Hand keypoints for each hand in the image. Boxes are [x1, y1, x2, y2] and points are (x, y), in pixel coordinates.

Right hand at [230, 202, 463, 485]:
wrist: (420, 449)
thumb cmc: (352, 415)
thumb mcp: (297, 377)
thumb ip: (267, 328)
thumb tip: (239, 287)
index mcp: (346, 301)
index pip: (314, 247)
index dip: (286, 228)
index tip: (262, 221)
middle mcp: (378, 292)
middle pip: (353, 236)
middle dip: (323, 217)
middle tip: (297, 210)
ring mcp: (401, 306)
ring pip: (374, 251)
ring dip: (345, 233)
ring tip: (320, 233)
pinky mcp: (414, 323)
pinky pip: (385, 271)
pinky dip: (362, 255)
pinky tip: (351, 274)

************

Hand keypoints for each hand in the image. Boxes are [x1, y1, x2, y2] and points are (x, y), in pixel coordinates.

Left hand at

************

> **Work request**: Pull out all lines containing the word "index" from the entries above.

> **Written response**:
index mcp: (346, 301)
index pip: (314, 247)
index dip: (286, 228)
index tip: (262, 221)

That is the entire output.